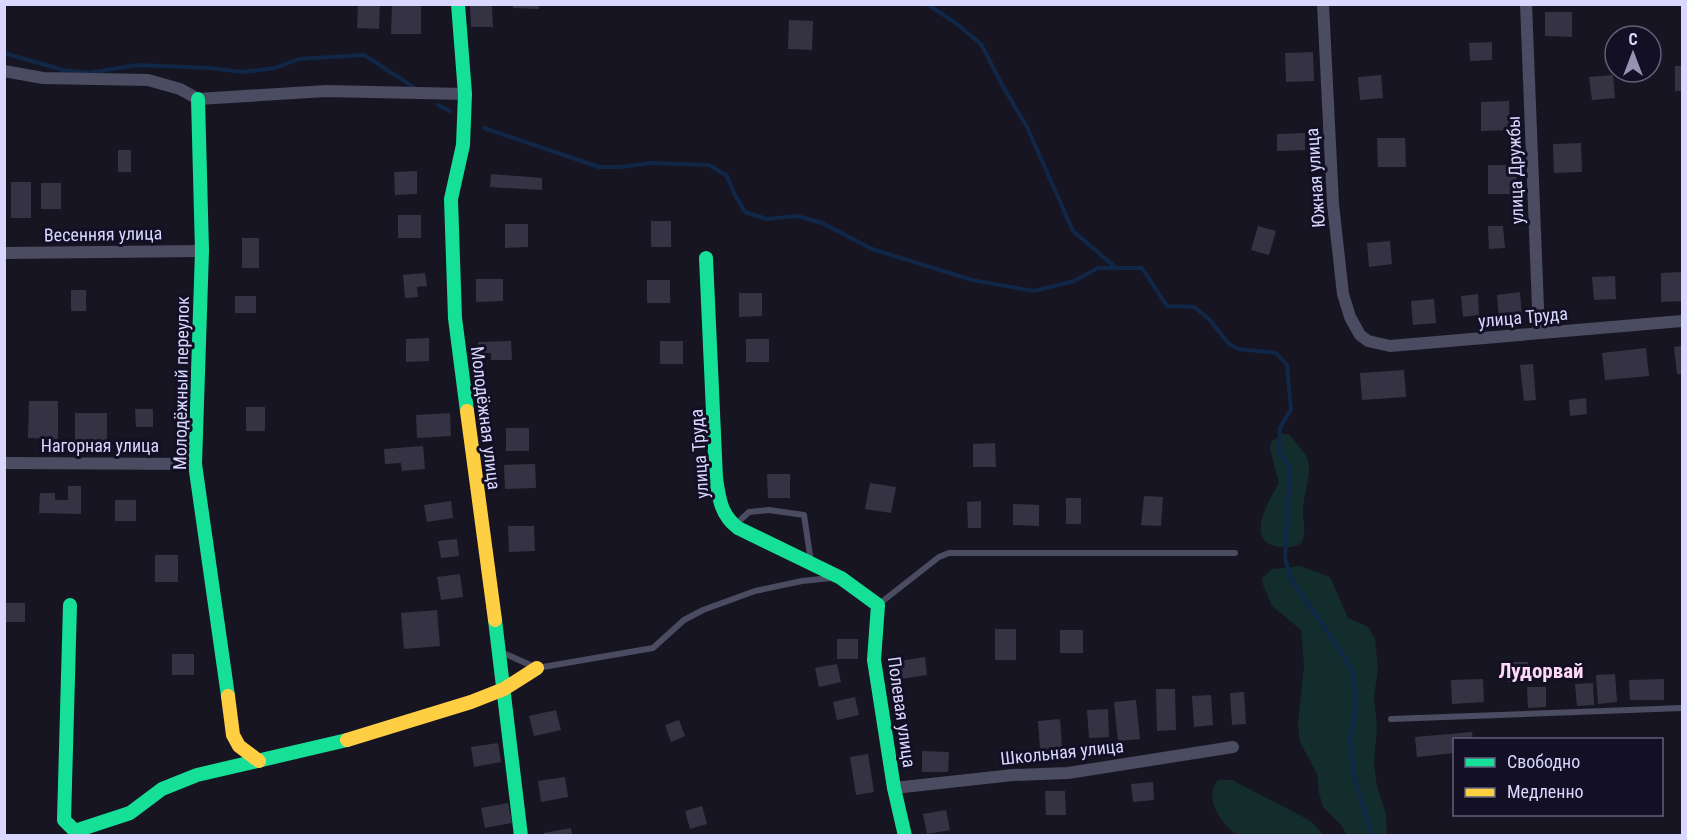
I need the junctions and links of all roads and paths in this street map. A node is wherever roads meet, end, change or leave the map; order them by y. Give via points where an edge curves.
1 (458, 4) edge
2 (1323, 4) edge
3 (1526, 4) edge
4 (4, 71) edge
5 (465, 94) junction
6 (198, 99) junction
7 (202, 251) junction
8 (4, 253) edge
9 (706, 258) dead end
10 (1683, 321) edge
11 (1539, 333) junction
12 (1368, 341) joint
13 (4, 463) edge
14 (195, 464) junction
15 (735, 525) junction
16 (1235, 553) dead end
17 (812, 565) junction
18 (837, 578) junction
19 (874, 601) junction
20 (70, 606) dead end
21 (498, 651) junction
22 (537, 668) junction
23 (504, 688) junction
24 (1683, 708) edge
25 (1390, 719) dead end
26 (1233, 747) dead end
27 (259, 761) junction
28 (894, 788) junction
29 (521, 836) edge
30 (905, 836) edge

1 - 5 street, Молодёжная улица
2 - 12 street, Южная улица via 1333,204 1343,294 1350,317
3 - 11 street, улица Дружбы
4 - 6 street via 43,78 148,80
5 - 6 street via 326,91
5 - 21 street, Молодёжная улица via 462,145 451,199 455,318
6 - 7 street, Молодёжный переулок
7 - 8 street, Весенняя улица
7 - 14 street, Молодёжный переулок
9 - 15 street, улица Труда via 718,498 722,511
10 - 11 street, улица Труда
11 - 12 street, улица Труда via 1390,346
13 - 14 street, Нагорная улица
14 - 27 street, Молодёжный переулок via 232,735
15 - 17 street, улица Труда
15 - 17 lane via 749,512 769,510 804,515
16 - 19 lane via 949,553
17 - 18 street, улица Труда
18 - 19 street, улица Труда
18 - 22 lane via 754,591 703,610 684,620 653,648
19 - 28 street, Полевая улица via 874,660
20 - 27 street via 64,820 75,831 130,813 162,789 197,775
21 - 22 lane
21 - 23 street, Молодёжная улица
22 - 23 street
23 - 27 street via 344,741
23 - 29 street, Молодёжная улица
24 - 25 lane
26 - 28 street, Школьная улица via 1068,773
28 - 30 street, Полевая улица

» What is expected
Would you filter the records and copy out each line containing "dead"?

» Worked solution
9 (706, 258) dead end
16 (1235, 553) dead end
20 (70, 606) dead end
25 (1390, 719) dead end
26 (1233, 747) dead end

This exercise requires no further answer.